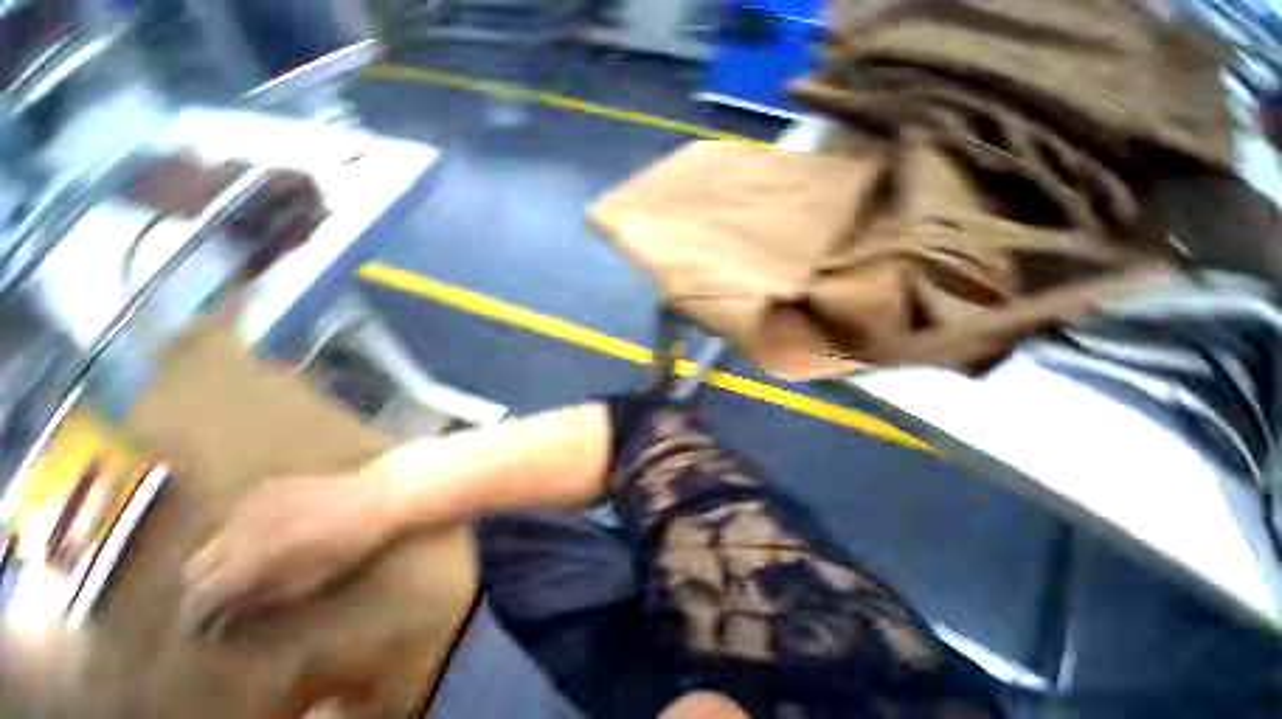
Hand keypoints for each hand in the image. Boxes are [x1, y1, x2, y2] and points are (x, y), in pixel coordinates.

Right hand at [180, 473, 395, 634]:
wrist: (376, 496)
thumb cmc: (349, 547)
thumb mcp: (306, 585)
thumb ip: (258, 600)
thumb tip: (222, 617)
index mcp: (251, 556)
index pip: (201, 593)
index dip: (193, 616)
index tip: (195, 632)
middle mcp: (241, 526)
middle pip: (194, 566)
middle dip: (197, 590)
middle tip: (209, 607)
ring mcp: (250, 502)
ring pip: (210, 541)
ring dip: (214, 563)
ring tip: (232, 578)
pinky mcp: (263, 487)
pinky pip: (233, 519)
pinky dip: (233, 538)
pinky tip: (254, 546)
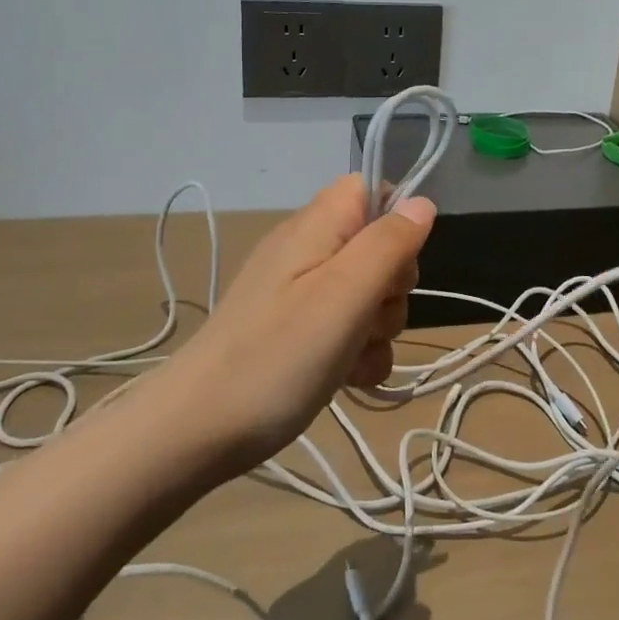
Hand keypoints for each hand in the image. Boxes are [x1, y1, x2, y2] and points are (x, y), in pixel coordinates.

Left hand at [173, 174, 434, 472]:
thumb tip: (421, 202)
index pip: (370, 189)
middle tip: (368, 317)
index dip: (395, 219)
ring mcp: (302, 295)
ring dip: (377, 329)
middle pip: (379, 247)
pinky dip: (358, 354)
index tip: (395, 263)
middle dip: (392, 287)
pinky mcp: (298, 333)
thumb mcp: (345, 294)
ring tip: (352, 357)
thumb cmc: (278, 355)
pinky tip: (348, 379)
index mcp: (316, 227)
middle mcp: (308, 251)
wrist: (197, 431)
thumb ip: (388, 243)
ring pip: (370, 296)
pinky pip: (349, 330)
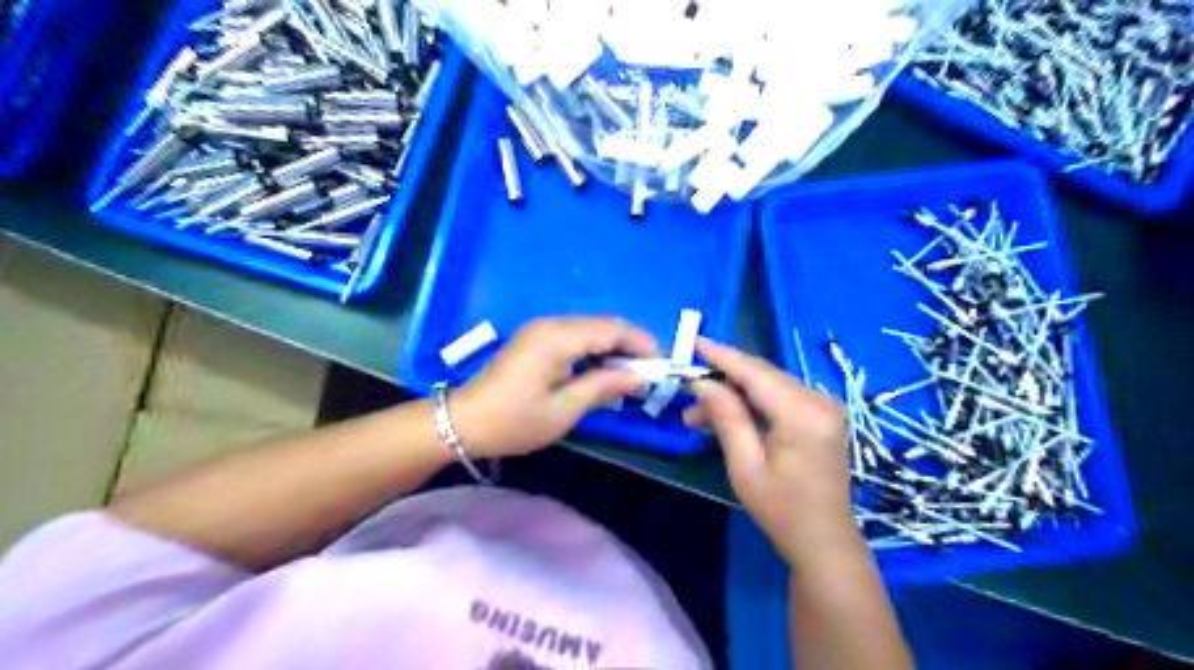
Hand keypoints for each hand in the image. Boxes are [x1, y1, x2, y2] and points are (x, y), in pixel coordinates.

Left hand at [447, 317, 657, 456]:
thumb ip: (604, 387)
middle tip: (648, 376)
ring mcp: (541, 329)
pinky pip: (575, 337)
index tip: (661, 367)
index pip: (613, 329)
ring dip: (613, 349)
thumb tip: (640, 377)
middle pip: (604, 325)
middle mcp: (552, 324)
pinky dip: (594, 351)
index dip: (642, 344)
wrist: (463, 422)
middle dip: (631, 347)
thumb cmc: (514, 421)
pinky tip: (601, 373)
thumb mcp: (564, 410)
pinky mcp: (535, 339)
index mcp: (559, 338)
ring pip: (591, 330)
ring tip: (629, 378)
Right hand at [686, 339, 863, 564]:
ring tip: (696, 415)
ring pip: (768, 385)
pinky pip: (779, 397)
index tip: (693, 342)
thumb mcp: (745, 465)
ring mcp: (823, 406)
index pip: (755, 373)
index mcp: (803, 413)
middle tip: (687, 388)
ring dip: (733, 394)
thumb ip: (726, 417)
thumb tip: (702, 382)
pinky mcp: (820, 415)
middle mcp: (819, 400)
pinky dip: (751, 403)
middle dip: (722, 378)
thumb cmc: (781, 510)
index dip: (722, 356)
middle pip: (763, 375)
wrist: (824, 542)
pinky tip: (724, 417)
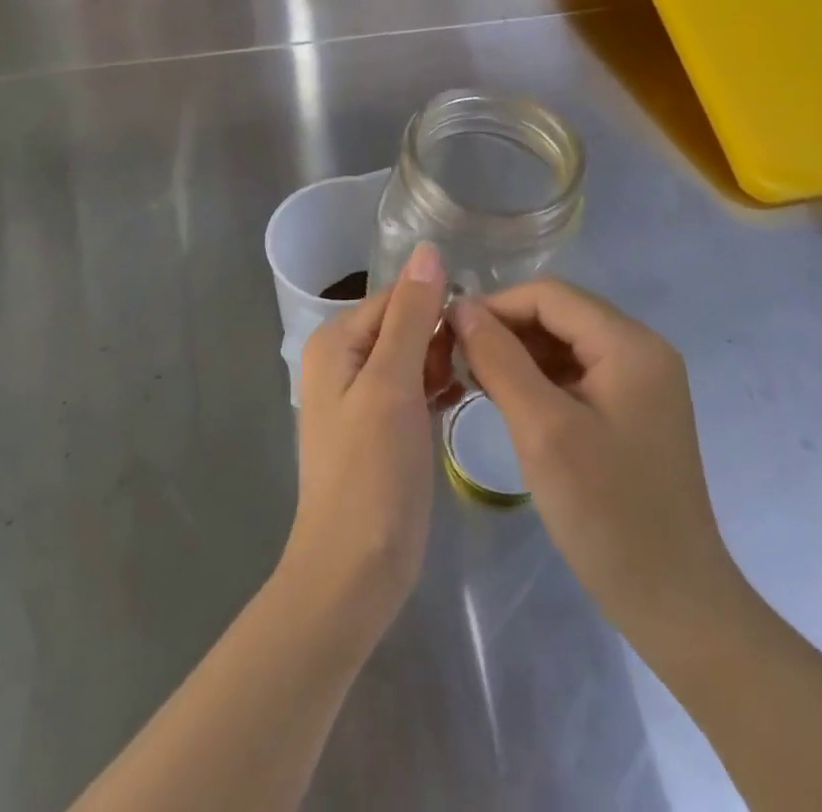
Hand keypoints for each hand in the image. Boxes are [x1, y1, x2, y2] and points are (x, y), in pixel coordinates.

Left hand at [280, 242, 458, 647]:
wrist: (354, 572)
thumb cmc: (372, 472)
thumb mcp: (392, 384)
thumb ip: (412, 315)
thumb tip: (428, 249)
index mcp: (337, 341)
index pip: (398, 297)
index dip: (438, 307)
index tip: (483, 327)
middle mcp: (344, 360)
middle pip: (405, 324)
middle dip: (442, 338)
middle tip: (480, 365)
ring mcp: (362, 395)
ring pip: (414, 355)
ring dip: (444, 362)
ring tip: (476, 381)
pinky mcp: (381, 426)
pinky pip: (414, 387)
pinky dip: (438, 387)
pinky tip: (463, 398)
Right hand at [450, 280, 741, 638]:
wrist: (675, 604)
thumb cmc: (607, 514)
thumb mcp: (542, 431)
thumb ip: (500, 360)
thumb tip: (462, 308)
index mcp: (630, 344)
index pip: (550, 295)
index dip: (496, 306)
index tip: (449, 334)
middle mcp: (642, 349)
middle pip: (560, 314)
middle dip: (507, 330)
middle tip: (459, 361)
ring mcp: (642, 380)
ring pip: (566, 342)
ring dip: (520, 354)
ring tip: (477, 381)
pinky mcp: (635, 409)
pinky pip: (579, 372)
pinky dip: (541, 379)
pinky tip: (510, 401)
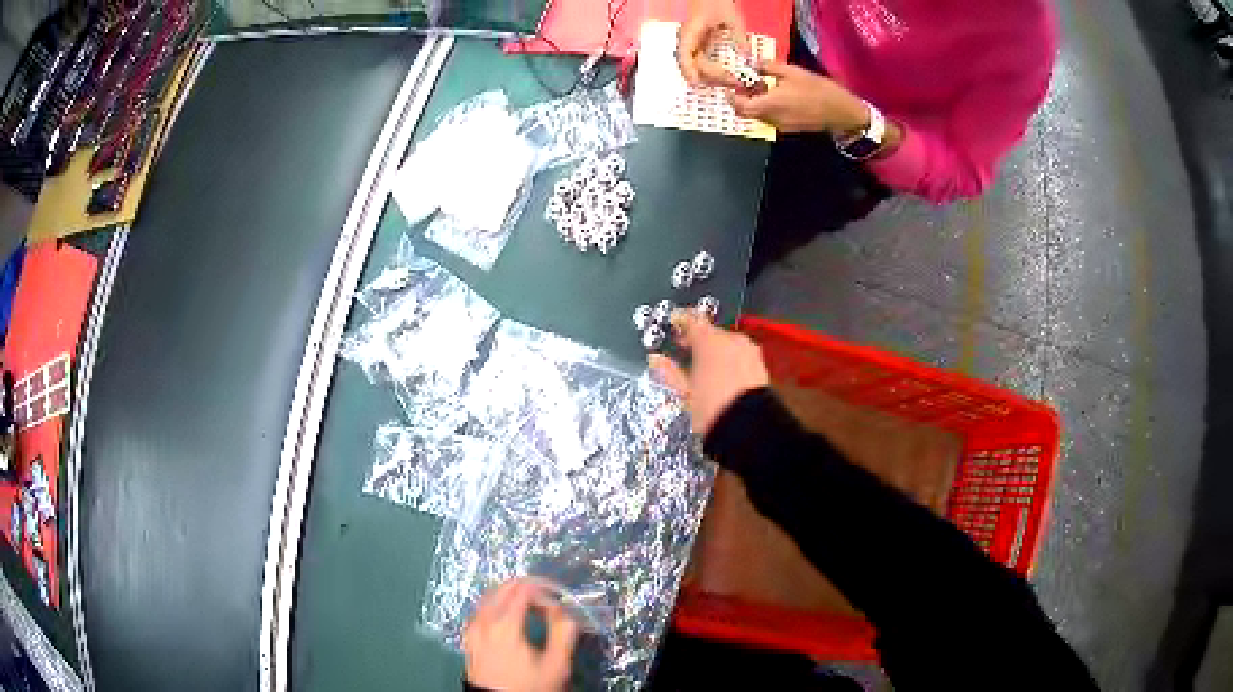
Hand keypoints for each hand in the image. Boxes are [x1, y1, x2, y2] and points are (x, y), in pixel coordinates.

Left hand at [463, 580, 579, 691]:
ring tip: (529, 605)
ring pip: (488, 598)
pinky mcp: (468, 639)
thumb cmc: (530, 686)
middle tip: (546, 596)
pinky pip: (480, 611)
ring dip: (509, 594)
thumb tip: (564, 611)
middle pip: (502, 589)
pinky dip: (495, 605)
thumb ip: (564, 633)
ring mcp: (472, 630)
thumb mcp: (556, 665)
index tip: (558, 600)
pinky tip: (506, 617)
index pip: (524, 590)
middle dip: (525, 587)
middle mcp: (484, 621)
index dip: (543, 590)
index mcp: (505, 624)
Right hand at [649, 310, 769, 436]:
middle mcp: (732, 340)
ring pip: (727, 344)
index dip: (680, 319)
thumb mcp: (685, 392)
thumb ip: (669, 371)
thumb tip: (655, 359)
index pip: (691, 320)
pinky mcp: (760, 365)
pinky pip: (739, 355)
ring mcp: (749, 351)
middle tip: (684, 348)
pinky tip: (721, 374)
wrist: (750, 427)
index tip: (673, 322)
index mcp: (710, 341)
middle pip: (710, 332)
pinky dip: (729, 359)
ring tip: (702, 365)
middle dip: (697, 339)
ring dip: (714, 350)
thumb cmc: (712, 408)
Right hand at [677, 0, 748, 86]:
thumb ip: (739, 37)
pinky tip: (725, 76)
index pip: (685, 56)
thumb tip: (747, 57)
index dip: (691, 71)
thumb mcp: (732, 18)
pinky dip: (711, 72)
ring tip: (730, 81)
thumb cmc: (717, 2)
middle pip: (692, 65)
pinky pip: (701, 63)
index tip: (700, 82)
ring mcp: (693, 44)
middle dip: (710, 77)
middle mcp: (688, 41)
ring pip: (695, 67)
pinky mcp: (699, 45)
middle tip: (732, 82)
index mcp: (691, 33)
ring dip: (711, 77)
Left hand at [728, 61, 869, 134]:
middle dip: (741, 100)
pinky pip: (771, 118)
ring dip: (755, 103)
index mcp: (770, 104)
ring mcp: (781, 126)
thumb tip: (753, 64)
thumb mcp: (793, 71)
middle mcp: (772, 119)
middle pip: (747, 113)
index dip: (732, 98)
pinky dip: (767, 108)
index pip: (740, 107)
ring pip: (759, 116)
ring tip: (763, 87)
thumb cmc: (818, 89)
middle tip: (744, 85)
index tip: (730, 87)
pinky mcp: (790, 129)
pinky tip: (777, 95)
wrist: (842, 112)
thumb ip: (769, 67)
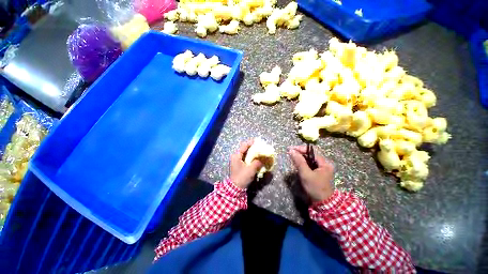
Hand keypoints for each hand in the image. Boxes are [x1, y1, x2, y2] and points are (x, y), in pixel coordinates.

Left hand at [230, 140, 263, 188]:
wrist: (236, 188)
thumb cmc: (242, 177)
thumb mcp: (251, 169)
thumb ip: (257, 162)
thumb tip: (263, 159)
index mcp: (236, 156)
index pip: (244, 145)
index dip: (251, 142)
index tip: (258, 141)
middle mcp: (236, 156)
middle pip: (245, 148)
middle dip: (253, 147)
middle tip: (260, 146)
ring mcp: (237, 160)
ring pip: (246, 153)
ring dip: (253, 152)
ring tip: (260, 151)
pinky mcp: (240, 164)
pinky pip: (246, 158)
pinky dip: (251, 157)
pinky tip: (257, 158)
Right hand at [288, 145, 334, 202]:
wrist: (323, 204)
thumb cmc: (315, 188)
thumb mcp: (306, 174)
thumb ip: (299, 161)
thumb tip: (291, 150)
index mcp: (324, 163)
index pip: (311, 151)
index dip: (300, 149)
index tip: (290, 149)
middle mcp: (325, 164)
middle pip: (311, 155)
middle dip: (300, 153)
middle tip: (290, 153)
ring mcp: (322, 169)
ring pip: (310, 160)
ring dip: (301, 158)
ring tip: (292, 157)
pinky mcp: (319, 173)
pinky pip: (310, 165)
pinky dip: (303, 163)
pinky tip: (298, 164)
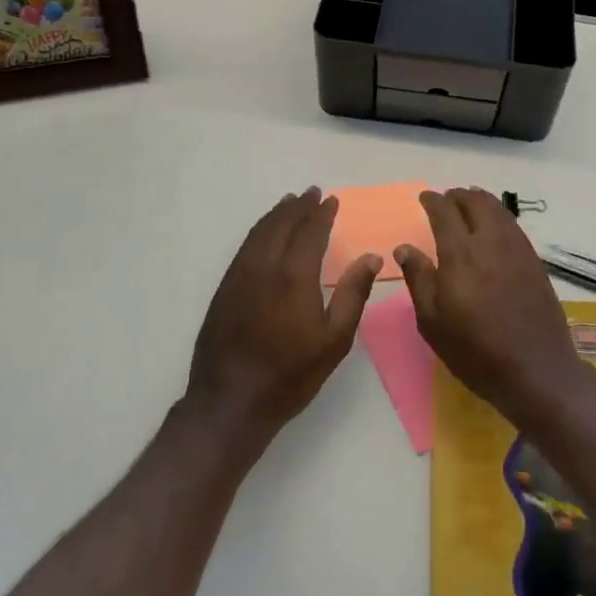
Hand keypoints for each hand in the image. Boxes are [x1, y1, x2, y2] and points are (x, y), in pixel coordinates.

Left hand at [184, 188, 379, 442]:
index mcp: (294, 276)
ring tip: (290, 202)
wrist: (230, 402)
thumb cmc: (290, 374)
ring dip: (277, 213)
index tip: (332, 200)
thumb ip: (353, 294)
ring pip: (260, 232)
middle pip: (282, 224)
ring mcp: (240, 275)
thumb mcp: (334, 340)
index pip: (310, 232)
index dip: (322, 214)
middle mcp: (265, 266)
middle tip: (312, 193)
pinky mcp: (224, 288)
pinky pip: (245, 246)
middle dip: (298, 206)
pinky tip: (265, 232)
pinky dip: (259, 230)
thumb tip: (371, 257)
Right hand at [395, 188, 594, 429]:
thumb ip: (418, 279)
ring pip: (497, 208)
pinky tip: (492, 229)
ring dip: (479, 201)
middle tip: (446, 202)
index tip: (424, 198)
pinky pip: (512, 224)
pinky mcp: (533, 259)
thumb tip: (404, 248)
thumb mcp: (433, 322)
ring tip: (468, 207)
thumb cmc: (475, 350)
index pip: (444, 211)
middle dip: (457, 196)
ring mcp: (516, 248)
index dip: (433, 200)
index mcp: (461, 253)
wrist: (536, 369)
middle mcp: (490, 241)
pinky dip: (497, 216)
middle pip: (474, 201)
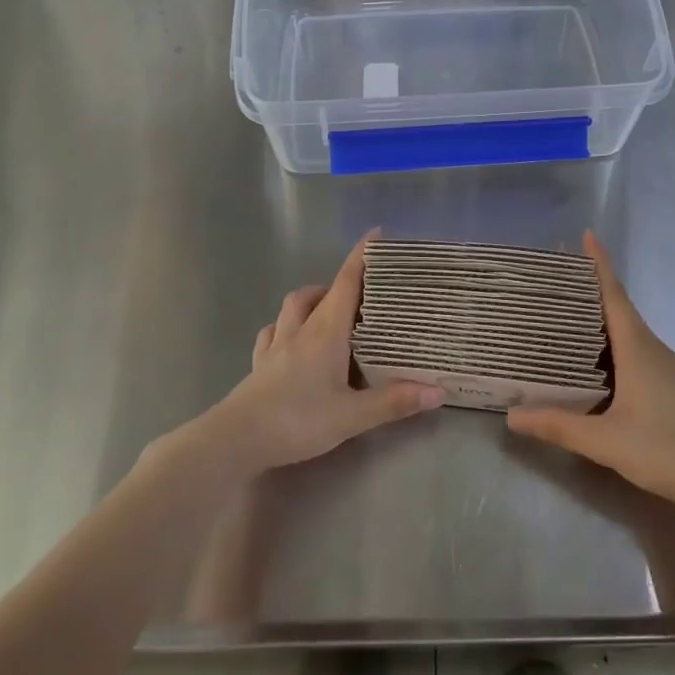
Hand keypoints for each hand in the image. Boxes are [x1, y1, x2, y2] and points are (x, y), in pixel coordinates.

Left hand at [210, 232, 442, 471]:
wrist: (236, 439)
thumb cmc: (297, 420)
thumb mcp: (352, 416)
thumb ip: (393, 402)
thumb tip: (438, 391)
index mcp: (325, 332)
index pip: (346, 282)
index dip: (361, 257)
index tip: (376, 234)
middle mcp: (300, 330)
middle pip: (319, 292)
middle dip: (340, 283)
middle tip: (362, 293)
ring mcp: (275, 345)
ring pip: (292, 307)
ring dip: (311, 299)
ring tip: (328, 310)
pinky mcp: (259, 364)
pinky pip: (272, 333)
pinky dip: (284, 326)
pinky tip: (290, 339)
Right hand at [507, 231, 674, 517]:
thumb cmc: (670, 451)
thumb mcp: (608, 442)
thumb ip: (560, 427)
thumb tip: (513, 416)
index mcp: (638, 348)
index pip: (614, 294)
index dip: (599, 264)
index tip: (585, 235)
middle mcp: (654, 349)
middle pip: (619, 309)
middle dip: (591, 290)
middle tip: (556, 281)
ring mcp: (668, 369)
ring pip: (628, 334)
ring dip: (601, 321)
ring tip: (566, 320)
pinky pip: (637, 354)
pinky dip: (613, 347)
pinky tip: (598, 367)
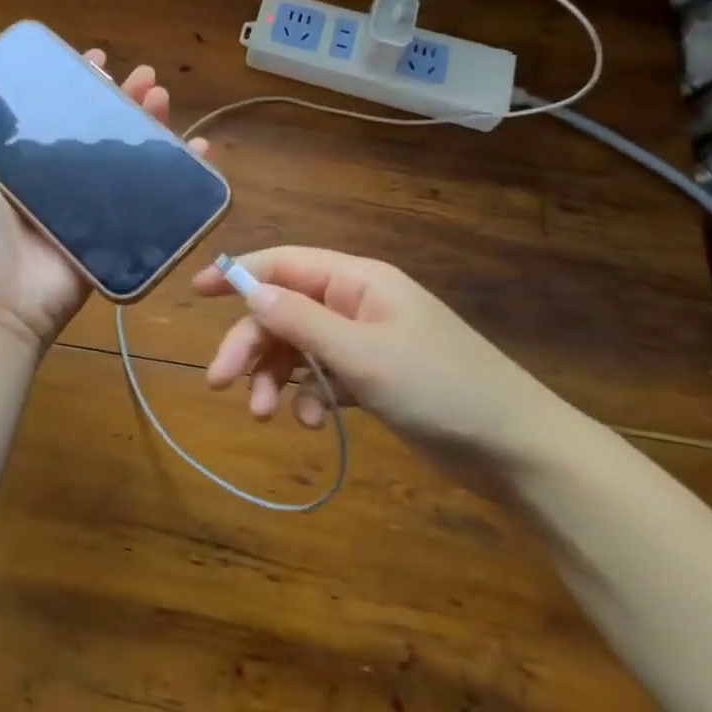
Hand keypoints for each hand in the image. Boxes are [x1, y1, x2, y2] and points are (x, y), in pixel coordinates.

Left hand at [0, 52, 211, 349]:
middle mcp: (62, 178)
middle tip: (145, 76)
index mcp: (29, 162)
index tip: (96, 59)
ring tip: (163, 98)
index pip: (59, 112)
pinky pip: (151, 198)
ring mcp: (92, 205)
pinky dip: (180, 174)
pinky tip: (200, 150)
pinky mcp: (116, 232)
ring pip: (129, 156)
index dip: (78, 84)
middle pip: (101, 128)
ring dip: (152, 125)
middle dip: (125, 98)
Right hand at [191, 247, 568, 461]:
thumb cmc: (439, 387)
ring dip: (277, 376)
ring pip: (300, 347)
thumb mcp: (363, 354)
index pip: (284, 263)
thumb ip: (301, 321)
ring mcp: (366, 342)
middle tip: (220, 384)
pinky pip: (324, 377)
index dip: (238, 274)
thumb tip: (249, 290)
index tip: (196, 292)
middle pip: (285, 310)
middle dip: (252, 344)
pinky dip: (311, 396)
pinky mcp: (375, 379)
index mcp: (358, 280)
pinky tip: (312, 422)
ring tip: (267, 414)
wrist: (516, 448)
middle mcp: (357, 304)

= = = =

WHAT THE TASK REQUIRES — Since the pictures are not part of the copy, please transcribe only the lines above from the one with "pinky mcp: (298, 333)" through the one with "middle tip: (480, 365)", exactly and with both ends.

REPLY TO THE TASK —
pinky mcp: (298, 333)
thumb mcp: (345, 294)
ring tip: (352, 357)
thumb cmc: (278, 355)
pinky tip: (348, 379)
index mcp: (316, 227)
middle mcp: (308, 251)
wrist: (197, 431)
thumb ip: (388, 243)
ring pip: (370, 296)
pinky pip: (349, 330)
Hand keypoints for each hand in the image. Boxes are [x1, y1, x2, y2] and points are (x, y), in pixel coordinates.

Left hand at [447, 317, 657, 456]:
thumb ip: (604, 387)
middle tip: (648, 376)
ring mcp: (541, 329)
pinky pip: (575, 337)
index tip: (661, 367)
index pip: (613, 329)
ring dip: (613, 349)
thumb tip: (640, 377)
middle pip: (604, 325)
middle mcp: (552, 324)
pinky dip: (594, 351)
index dip: (642, 344)
wrist: (463, 422)
middle dip: (631, 347)
thumb cmc: (514, 421)
pinky tip: (601, 373)
thumb mcp: (564, 410)
pinky mcp: (535, 339)
index mcp: (559, 338)
ring pip: (591, 330)
ring tip: (629, 378)
Right hand at [686, 339, 863, 564]:
ring tip: (696, 415)
ring pip: (768, 385)
pinky pip: (779, 397)
index tip: (693, 342)
thumb mcp: (745, 465)
ring mcp: (823, 406)
index pip: (755, 373)
index mcp: (803, 413)
middle tip: (687, 388)
ring dip: (733, 394)
thumb ip: (726, 417)
thumb tip: (702, 382)
pinky mcp: (820, 415)
middle mcp: (819, 400)
pinky dip: (751, 403)
middle dip: (722, 378)
thumb cmc: (781, 510)
index dip: (722, 356)
middle pip: (763, 375)
wrist: (824, 542)
pinky tip: (724, 417)
Hand keypoints for each hand in the image. Boxes are [x1, y1, x2, y2] and points are (x, y), in pixel coordinates.

Left hand at [280, 242, 458, 647]:
wrist: (354, 572)
thumb cmc: (372, 472)
thumb mcp: (392, 384)
thumb ip: (412, 315)
thumb tip: (428, 249)
index mcp: (337, 341)
index pip: (398, 297)
index dip: (438, 307)
index tip: (483, 327)
middle mcp: (344, 360)
middle pip: (405, 324)
middle dip: (442, 338)
middle tip: (480, 365)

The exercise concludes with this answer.